====== THE RECORDS

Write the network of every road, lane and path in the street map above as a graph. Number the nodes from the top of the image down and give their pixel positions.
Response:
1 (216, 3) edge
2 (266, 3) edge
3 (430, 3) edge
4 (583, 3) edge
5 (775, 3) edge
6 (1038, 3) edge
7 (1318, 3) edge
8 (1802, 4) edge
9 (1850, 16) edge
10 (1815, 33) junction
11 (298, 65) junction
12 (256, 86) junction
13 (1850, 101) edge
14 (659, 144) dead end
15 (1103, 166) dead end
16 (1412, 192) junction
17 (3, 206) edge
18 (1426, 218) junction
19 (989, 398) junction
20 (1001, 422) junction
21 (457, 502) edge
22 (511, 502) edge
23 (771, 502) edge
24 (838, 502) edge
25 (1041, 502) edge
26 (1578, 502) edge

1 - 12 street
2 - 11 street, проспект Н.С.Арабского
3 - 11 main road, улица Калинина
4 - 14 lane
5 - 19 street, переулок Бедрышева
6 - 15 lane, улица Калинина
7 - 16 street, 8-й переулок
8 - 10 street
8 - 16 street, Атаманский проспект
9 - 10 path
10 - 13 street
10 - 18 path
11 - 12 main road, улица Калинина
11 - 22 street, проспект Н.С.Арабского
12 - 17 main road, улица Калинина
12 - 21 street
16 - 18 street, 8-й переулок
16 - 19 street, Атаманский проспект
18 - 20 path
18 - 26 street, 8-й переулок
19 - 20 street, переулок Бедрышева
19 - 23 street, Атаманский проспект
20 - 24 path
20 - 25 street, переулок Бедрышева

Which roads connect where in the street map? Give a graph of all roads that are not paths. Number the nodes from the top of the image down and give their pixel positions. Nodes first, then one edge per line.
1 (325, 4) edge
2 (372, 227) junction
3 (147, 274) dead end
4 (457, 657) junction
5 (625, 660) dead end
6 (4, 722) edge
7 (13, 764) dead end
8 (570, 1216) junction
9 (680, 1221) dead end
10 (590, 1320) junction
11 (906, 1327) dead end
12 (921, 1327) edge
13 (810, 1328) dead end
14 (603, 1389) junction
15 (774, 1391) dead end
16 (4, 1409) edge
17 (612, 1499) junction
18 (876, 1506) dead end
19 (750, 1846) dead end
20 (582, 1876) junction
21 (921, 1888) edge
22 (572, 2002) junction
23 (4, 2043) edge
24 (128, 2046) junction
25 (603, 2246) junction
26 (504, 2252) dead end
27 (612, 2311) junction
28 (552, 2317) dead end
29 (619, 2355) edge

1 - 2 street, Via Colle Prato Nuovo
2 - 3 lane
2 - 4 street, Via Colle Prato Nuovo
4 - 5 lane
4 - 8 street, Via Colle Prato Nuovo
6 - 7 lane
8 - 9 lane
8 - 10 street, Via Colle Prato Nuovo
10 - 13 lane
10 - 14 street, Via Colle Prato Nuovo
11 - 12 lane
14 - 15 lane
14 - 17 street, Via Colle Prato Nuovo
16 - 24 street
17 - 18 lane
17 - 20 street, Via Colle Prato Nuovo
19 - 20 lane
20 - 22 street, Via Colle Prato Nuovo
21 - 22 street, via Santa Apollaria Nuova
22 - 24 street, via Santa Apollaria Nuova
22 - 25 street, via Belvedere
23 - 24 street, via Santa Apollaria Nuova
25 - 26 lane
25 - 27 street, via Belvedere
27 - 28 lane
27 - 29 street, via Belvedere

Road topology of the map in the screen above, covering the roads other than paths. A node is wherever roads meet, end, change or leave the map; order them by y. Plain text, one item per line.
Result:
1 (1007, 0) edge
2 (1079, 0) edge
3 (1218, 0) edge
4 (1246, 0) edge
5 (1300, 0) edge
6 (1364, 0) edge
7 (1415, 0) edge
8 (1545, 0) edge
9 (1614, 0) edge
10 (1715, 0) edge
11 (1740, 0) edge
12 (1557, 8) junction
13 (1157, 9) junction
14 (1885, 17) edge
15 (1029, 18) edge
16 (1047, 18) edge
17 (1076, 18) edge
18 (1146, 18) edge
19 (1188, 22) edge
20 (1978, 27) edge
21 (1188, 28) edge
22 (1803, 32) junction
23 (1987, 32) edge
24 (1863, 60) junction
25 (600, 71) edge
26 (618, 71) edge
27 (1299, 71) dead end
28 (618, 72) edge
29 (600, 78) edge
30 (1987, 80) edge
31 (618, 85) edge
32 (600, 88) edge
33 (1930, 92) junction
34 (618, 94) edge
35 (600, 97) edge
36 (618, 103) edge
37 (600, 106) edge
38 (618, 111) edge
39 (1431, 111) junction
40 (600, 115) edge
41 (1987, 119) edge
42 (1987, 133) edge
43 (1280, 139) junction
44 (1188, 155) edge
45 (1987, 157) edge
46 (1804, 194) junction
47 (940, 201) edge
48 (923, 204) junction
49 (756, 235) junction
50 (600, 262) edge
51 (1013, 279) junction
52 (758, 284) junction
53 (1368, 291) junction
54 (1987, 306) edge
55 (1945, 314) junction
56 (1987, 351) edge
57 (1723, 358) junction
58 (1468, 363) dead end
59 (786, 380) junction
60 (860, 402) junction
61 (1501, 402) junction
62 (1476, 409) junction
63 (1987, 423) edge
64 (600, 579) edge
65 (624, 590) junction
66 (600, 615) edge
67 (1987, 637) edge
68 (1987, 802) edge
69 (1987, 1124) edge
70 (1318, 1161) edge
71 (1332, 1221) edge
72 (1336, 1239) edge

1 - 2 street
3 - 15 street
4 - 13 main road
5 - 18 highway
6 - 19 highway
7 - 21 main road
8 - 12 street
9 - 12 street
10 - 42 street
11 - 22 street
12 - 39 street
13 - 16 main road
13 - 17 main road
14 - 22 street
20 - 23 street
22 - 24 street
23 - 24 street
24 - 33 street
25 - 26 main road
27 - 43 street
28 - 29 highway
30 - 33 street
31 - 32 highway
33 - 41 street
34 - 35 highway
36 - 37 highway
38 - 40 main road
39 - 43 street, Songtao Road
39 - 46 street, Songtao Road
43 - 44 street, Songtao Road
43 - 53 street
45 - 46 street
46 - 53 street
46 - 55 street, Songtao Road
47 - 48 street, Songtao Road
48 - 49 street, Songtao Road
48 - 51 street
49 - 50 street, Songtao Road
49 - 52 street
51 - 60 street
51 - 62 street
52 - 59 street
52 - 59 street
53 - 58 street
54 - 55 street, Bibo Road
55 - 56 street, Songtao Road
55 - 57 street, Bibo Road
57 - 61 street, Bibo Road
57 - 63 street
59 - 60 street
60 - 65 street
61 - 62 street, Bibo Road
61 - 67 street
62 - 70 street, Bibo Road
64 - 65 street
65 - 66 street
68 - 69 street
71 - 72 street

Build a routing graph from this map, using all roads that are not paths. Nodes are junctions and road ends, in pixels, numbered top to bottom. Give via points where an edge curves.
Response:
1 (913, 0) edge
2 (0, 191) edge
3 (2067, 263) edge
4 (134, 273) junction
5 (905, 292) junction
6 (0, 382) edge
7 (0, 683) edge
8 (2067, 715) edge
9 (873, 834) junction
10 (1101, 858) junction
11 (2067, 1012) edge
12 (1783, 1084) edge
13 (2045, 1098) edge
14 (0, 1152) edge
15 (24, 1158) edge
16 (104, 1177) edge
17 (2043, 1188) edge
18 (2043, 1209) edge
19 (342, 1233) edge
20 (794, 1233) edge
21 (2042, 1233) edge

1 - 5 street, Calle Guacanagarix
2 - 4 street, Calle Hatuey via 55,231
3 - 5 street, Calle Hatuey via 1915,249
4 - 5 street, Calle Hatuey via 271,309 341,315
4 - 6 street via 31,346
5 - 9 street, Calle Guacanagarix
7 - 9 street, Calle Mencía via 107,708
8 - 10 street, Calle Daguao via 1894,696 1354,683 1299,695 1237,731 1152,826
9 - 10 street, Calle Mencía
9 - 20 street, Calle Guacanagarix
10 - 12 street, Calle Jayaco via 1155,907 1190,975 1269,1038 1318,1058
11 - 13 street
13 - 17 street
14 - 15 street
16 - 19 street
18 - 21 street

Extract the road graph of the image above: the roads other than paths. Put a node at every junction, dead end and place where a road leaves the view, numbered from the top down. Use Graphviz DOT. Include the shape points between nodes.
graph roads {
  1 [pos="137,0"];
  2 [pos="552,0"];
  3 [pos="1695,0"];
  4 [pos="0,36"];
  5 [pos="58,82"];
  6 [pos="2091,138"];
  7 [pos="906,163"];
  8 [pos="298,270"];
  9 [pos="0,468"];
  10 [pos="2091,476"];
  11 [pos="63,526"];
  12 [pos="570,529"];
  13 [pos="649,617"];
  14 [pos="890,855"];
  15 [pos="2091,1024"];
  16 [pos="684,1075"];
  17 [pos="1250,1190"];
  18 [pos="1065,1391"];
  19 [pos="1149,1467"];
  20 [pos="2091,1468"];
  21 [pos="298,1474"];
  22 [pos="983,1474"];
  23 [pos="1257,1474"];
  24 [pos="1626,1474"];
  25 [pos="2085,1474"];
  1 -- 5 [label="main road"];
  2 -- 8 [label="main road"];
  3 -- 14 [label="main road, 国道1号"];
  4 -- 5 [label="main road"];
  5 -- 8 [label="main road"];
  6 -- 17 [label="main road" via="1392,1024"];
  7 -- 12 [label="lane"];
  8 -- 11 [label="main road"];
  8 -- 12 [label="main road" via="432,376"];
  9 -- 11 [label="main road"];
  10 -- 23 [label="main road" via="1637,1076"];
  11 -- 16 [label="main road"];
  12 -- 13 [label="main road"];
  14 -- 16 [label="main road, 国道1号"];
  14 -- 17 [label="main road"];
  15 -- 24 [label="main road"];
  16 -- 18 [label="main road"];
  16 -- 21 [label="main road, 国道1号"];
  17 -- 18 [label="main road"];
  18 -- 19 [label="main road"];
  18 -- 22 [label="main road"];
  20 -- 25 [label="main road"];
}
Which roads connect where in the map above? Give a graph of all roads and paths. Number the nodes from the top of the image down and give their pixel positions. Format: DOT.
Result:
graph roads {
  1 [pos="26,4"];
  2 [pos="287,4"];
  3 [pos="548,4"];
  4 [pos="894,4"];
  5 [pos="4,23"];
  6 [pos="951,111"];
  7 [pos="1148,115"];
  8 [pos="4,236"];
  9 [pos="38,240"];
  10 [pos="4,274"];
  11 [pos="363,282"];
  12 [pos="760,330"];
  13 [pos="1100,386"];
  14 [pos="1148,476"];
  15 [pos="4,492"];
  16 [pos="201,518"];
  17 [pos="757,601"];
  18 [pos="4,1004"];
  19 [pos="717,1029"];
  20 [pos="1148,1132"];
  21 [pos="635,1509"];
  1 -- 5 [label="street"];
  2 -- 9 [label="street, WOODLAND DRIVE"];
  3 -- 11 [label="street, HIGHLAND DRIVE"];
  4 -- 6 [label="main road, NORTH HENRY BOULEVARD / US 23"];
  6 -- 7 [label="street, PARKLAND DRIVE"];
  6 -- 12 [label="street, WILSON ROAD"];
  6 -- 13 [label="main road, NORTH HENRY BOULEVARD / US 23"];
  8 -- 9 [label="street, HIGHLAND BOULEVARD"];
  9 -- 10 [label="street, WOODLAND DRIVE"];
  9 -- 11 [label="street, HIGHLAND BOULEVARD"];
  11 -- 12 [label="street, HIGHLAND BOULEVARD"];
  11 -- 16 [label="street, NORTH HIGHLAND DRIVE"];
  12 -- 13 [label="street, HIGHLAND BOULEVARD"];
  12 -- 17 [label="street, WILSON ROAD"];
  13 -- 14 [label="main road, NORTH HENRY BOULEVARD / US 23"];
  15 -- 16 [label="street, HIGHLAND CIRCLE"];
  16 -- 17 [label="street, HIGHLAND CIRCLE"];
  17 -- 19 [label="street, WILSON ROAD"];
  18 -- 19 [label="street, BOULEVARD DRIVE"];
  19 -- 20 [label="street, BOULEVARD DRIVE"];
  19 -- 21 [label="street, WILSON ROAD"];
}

============

▶ **EXERCISE INSTRUCTIONS**
Reproduce every line from the listing above that holds the word "улица".

▶ **OUTPUT OF THE TASK**
3 - 11 main road, улица Калинина
6 - 15 lane, улица Калинина
11 - 12 main road, улица Калинина
12 - 17 main road, улица Калинина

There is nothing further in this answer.